In 2005, KISS would change frequency to 107.9 FM to accommodate for the pending launch of Sydney station Vega 95.3, and changed its name accordingly. In 2011 it changed its name again to Move FM.

In 2011 the original proprietor, now operating as Midwest Radio Network, took back control over the stations.

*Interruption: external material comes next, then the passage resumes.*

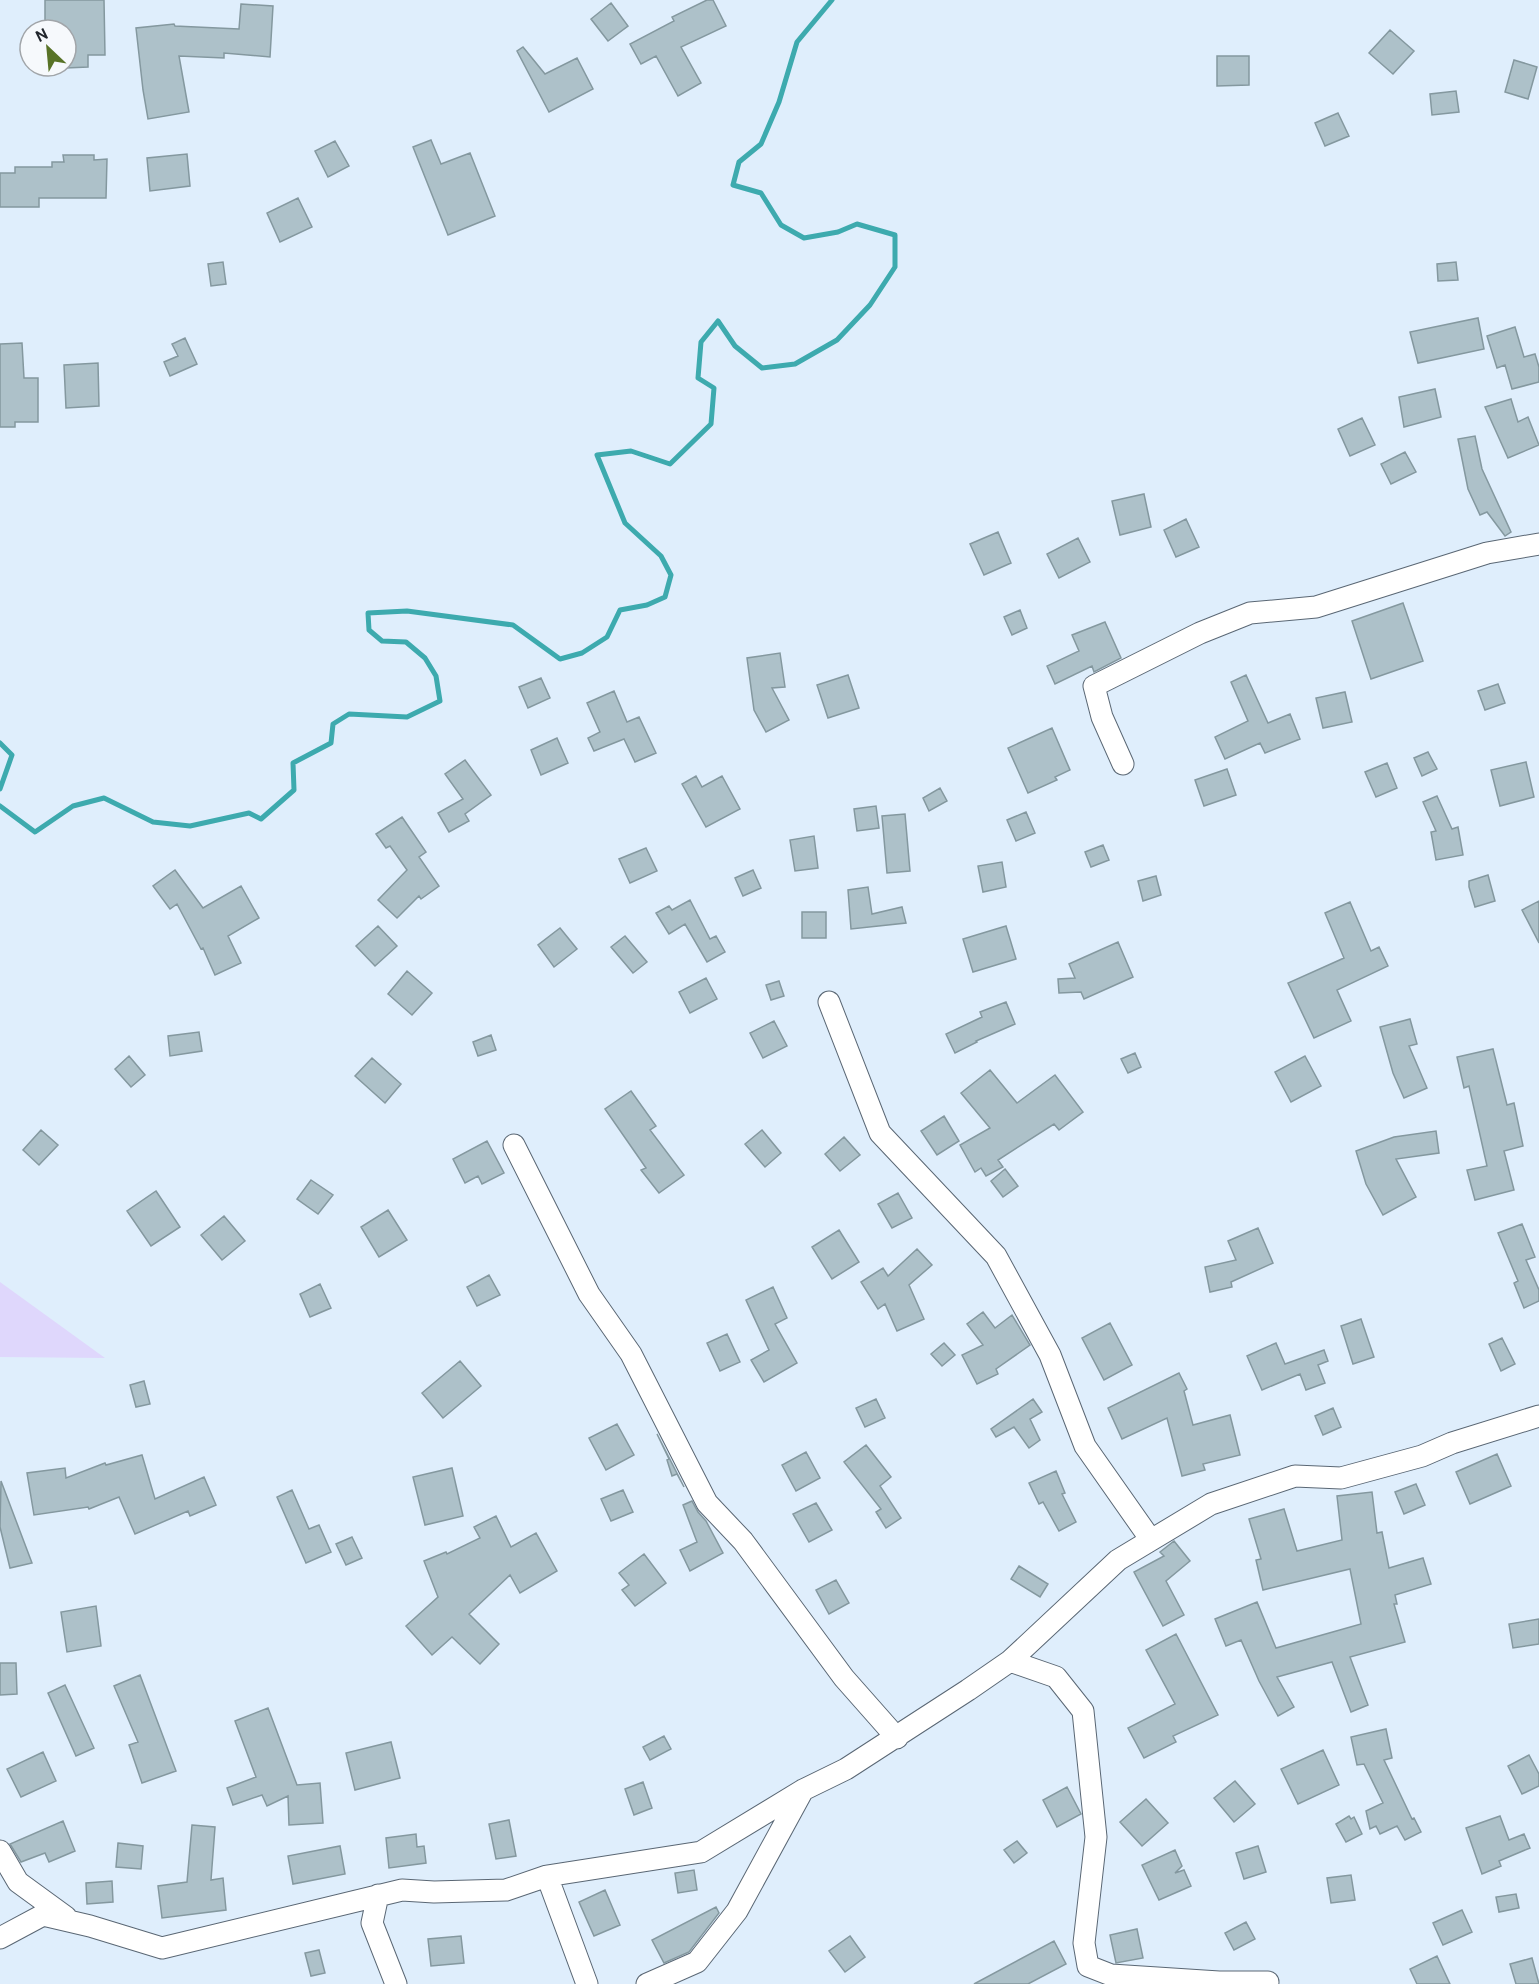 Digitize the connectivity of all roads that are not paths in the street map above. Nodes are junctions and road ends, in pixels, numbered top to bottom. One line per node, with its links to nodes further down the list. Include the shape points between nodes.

2LT began broadcasting in the Blue Mountains in 2015 on 101.1 FM but on limited power. The station is still negotiating technical specifications with the Australian Media Communications Authority before launching officially. The translator service is not expected to be fully operational until some time in 2027.

==Presenters==
===Current===
- Bob Barnsley (Drive Weekdays, Saturdays 6am–12 noon)
- Pete Watson (Breakfast)
- Mark Levy (Weekdays, 9–12 noon)

===Former===
- Chris Kearns, John Tapp, Brian Bury, Tom Crozier, Garry Carr, Pete Johns, Craig Willis, Gary Daly, Ray Veldrie, Peter Graham, Ted Bull, Mal Hedstrom, Kevin O'Neill, John Cahill, Rob Mclean, Darryl MacGlashan, Warren Purchase, Daryl Egan, Barry Egan, Mark Jensen, Rob (Tesoriero) Hartley, Alan Oloman, Nick Bennett, Jenny Eather, Trevor Langlands, Michele Menchin, Jennifer Menchin, Marvin (Mark) Bemand, Drew Michel, Jack Wallace, Pete Diskon, Tim Trevor-Jones, Rob Kendall, Jodie Haigh, Frank Harper, Neville Pellitt, Reg Cowden, Sam Laws, Warren Atkinson, Craig Ross, Chris Gregson, Nik James, Bob Barnsley, Digby Gillings, Bede Leighton, Chris Dover, Tracey Cowden, Wayne Clark, Jason Bouman, George Frame, Dan Garlick, Steve Carline, Matt Pardy, Rob Jolly, Margaret Sewell, Stu Gary, Pete Watson,Paul Wise, Mike Worthy, Rupert Grech, Lindsay Lawson, Connie Torelli, Fiona Cameron, Ben Hogan, Sue Badham, Joel Helmes, Geoff Brown, Jan Jefferey, Matt Ponsonby, Ian Kelly, Donn Berghofer, Greg Robson, Doug Keith, Pete Little, Janet Miles, David Anderson, Dave Robertson, Ron Lincoln, Tony Guiffre, Paul Hussey, Dave Levy, Greg Walker, Anna-Louise Cheetham, Dani Bellamy, Steve Owens, Glen Comrie, Craig Denyer, Mark Blake (Marvin Bemand), Olivia Nelmes, Al Kirton and Craig Baynham.